[[ Task inputs open ]]

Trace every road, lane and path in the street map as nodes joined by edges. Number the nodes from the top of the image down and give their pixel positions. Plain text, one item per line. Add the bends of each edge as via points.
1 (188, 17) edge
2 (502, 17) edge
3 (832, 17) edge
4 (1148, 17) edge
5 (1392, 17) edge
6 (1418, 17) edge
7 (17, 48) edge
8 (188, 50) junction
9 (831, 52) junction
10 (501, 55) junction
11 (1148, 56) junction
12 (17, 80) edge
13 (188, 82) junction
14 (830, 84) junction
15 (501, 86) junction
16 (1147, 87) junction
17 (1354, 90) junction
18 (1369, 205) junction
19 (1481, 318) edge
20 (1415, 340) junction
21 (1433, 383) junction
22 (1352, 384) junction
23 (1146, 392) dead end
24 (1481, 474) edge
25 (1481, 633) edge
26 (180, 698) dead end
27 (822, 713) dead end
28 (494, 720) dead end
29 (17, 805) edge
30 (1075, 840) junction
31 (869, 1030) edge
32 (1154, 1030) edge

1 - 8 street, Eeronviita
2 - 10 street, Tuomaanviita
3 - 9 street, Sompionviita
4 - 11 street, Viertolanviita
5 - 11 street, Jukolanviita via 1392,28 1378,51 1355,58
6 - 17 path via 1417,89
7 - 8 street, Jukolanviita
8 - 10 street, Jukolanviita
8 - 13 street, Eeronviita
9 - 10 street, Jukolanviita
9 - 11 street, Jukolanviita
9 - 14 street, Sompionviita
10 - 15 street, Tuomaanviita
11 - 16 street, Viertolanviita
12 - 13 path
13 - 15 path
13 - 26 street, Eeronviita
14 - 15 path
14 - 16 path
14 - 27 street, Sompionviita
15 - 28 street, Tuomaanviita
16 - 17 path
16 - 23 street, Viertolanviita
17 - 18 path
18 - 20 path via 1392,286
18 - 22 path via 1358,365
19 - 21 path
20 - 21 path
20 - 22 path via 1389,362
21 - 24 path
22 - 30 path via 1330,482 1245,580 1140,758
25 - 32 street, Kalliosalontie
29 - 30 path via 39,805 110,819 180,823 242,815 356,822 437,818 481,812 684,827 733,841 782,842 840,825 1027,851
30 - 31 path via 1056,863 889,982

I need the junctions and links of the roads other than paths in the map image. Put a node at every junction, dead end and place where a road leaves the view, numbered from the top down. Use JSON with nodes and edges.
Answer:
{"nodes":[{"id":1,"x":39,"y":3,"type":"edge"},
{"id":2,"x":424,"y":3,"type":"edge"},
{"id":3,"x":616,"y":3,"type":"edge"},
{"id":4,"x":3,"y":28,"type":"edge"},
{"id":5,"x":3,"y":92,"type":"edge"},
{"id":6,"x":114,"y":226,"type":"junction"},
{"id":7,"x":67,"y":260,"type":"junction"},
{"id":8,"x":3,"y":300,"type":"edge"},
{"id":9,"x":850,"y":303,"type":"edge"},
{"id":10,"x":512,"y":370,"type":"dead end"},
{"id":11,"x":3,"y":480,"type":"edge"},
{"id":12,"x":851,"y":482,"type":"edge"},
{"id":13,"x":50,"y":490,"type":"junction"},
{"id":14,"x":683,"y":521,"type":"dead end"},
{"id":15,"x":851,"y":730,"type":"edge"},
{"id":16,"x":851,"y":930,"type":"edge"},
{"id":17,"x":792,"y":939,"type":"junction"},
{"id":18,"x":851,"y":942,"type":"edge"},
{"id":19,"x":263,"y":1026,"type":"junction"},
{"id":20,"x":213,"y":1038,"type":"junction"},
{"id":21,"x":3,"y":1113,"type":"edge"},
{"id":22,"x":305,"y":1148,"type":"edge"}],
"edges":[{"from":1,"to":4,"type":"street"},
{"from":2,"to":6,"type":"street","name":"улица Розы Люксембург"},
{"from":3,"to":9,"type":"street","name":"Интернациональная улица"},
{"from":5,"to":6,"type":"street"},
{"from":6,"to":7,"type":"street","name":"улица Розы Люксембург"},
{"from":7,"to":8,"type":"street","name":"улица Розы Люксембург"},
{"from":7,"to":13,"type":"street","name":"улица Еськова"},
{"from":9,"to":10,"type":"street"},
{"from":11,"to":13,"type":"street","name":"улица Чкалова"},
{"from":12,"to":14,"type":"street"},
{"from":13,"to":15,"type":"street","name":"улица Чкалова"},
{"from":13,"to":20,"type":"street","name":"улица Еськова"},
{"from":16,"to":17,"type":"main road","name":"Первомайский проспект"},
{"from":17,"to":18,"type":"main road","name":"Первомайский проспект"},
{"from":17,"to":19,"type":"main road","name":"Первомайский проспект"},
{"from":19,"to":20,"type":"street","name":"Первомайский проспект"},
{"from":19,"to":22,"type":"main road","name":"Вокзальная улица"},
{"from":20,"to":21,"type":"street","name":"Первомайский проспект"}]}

[[ Task inputs closed ]]

Task instructions
Could each line above be retyped exactly?

Reply
Trace every road, lane and path in the street map as nodes joined by edges. Number the nodes from the top of the image down and give their pixel positions. Plain text, one item per line. Add the bends of each edge as via points.
1 (188, 17) edge
2 (502, 17) edge
3 (832, 17) edge
4 (1148, 17) edge
5 (1392, 17) edge
6 (1418, 17) edge
7 (17, 48) edge
8 (188, 50) junction
9 (831, 52) junction
10 (501, 55) junction
11 (1148, 56) junction
12 (17, 80) edge
13 (188, 82) junction
14 (830, 84) junction
15 (501, 86) junction
16 (1147, 87) junction
17 (1354, 90) junction
18 (1369, 205) junction
19 (1481, 318) edge
20 (1415, 340) junction
21 (1433, 383) junction
22 (1352, 384) junction
23 (1146, 392) dead end
24 (1481, 474) edge
25 (1481, 633) edge
26 (180, 698) dead end
27 (822, 713) dead end
28 (494, 720) dead end
29 (17, 805) edge
30 (1075, 840) junction
31 (869, 1030) edge
32 (1154, 1030) edge

1 - 8 street, Eeronviita
2 - 10 street, Tuomaanviita
3 - 9 street, Sompionviita
4 - 11 street, Viertolanviita
5 - 11 street, Jukolanviita via 1392,28 1378,51 1355,58
6 - 17 path via 1417,89
7 - 8 street, Jukolanviita
8 - 10 street, Jukolanviita
8 - 13 street, Eeronviita
9 - 10 street, Jukolanviita
9 - 11 street, Jukolanviita
9 - 14 street, Sompionviita
10 - 15 street, Tuomaanviita
11 - 16 street, Viertolanviita
12 - 13 path
13 - 15 path
13 - 26 street, Eeronviita
14 - 15 path
14 - 16 path
14 - 27 street, Sompionviita
15 - 28 street, Tuomaanviita
16 - 17 path
16 - 23 street, Viertolanviita
17 - 18 path
18 - 20 path via 1392,286
18 - 22 path via 1358,365
19 - 21 path
20 - 21 path
20 - 22 path via 1389,362
21 - 24 path
22 - 30 path via 1330,482 1245,580 1140,758
25 - 32 street, Kalliosalontie
29 - 30 path via 39,805 110,819 180,823 242,815 356,822 437,818 481,812 684,827 733,841 782,842 840,825 1027,851
30 - 31 path via 1056,863 889,982

I need the junctions and links of the roads other than paths in the map image. Put a node at every junction, dead end and place where a road leaves the view, numbered from the top down. Use JSON with nodes and edges.
Answer:
{"nodes":[{"id":1,"x":39,"y":3,"type":"edge"},
{"id":2,"x":424,"y":3,"type":"edge"},
{"id":3,"x":616,"y":3,"type":"edge"},
{"id":4,"x":3,"y":28,"type":"edge"},
{"id":5,"x":3,"y":92,"type":"edge"},
{"id":6,"x":114,"y":226,"type":"junction"},
{"id":7,"x":67,"y":260,"type":"junction"},
{"id":8,"x":3,"y":300,"type":"edge"},
{"id":9,"x":850,"y":303,"type":"edge"},
{"id":10,"x":512,"y":370,"type":"dead end"},
{"id":11,"x":3,"y":480,"type":"edge"},
{"id":12,"x":851,"y":482,"type":"edge"},
{"id":13,"x":50,"y":490,"type":"junction"},
{"id":14,"x":683,"y":521,"type":"dead end"},
{"id":15,"x":851,"y":730,"type":"edge"},
{"id":16,"x":851,"y":930,"type":"edge"},
{"id":17,"x":792,"y":939,"type":"junction"},
{"id":18,"x":851,"y":942,"type":"edge"},
{"id":19,"x":263,"y":1026,"type":"junction"},
{"id":20,"x":213,"y":1038,"type":"junction"},
{"id":21,"x":3,"y":1113,"type":"edge"},
{"id":22,"x":305,"y":1148,"type":"edge"}],
"edges":[{"from":1,"to":4,"type":"street"},
{"from":2,"to":6,"type":"street","name":"улица Розы Люксембург"},
{"from":3,"to":9,"type":"street","name":"Интернациональная улица"},
{"from":5,"to":6,"type":"street"},
{"from":6,"to":7,"type":"street","name":"улица Розы Люксембург"},
{"from":7,"to":8,"type":"street","name":"улица Розы Люксембург"},
{"from":7,"to":13,"type":"street","name":"улица Еськова"},
{"from":9,"to":10,"type":"street"},
{"from":11,"to":13,"type":"street","name":"улица Чкалова"},
{"from":12,"to":14,"type":"street"},
{"from":13,"to":15,"type":"street","name":"улица Чкалова"},
{"from":13,"to":20,"type":"street","name":"улица Еськова"},
{"from":16,"to":17,"type":"main road","name":"Первомайский проспект"},
{"from":17,"to":18,"type":"main road","name":"Первомайский проспект"},
{"from":17,"to":19,"type":"main road","name":"Первомайский проспект"},
{"from":19,"to":20,"type":"street","name":"Первомайский проспект"},
{"from":19,"to":22,"type":"main road","name":"Вокзальная улица"},
{"from":20,"to":21,"type":"street","name":"Первомайский проспект"}]}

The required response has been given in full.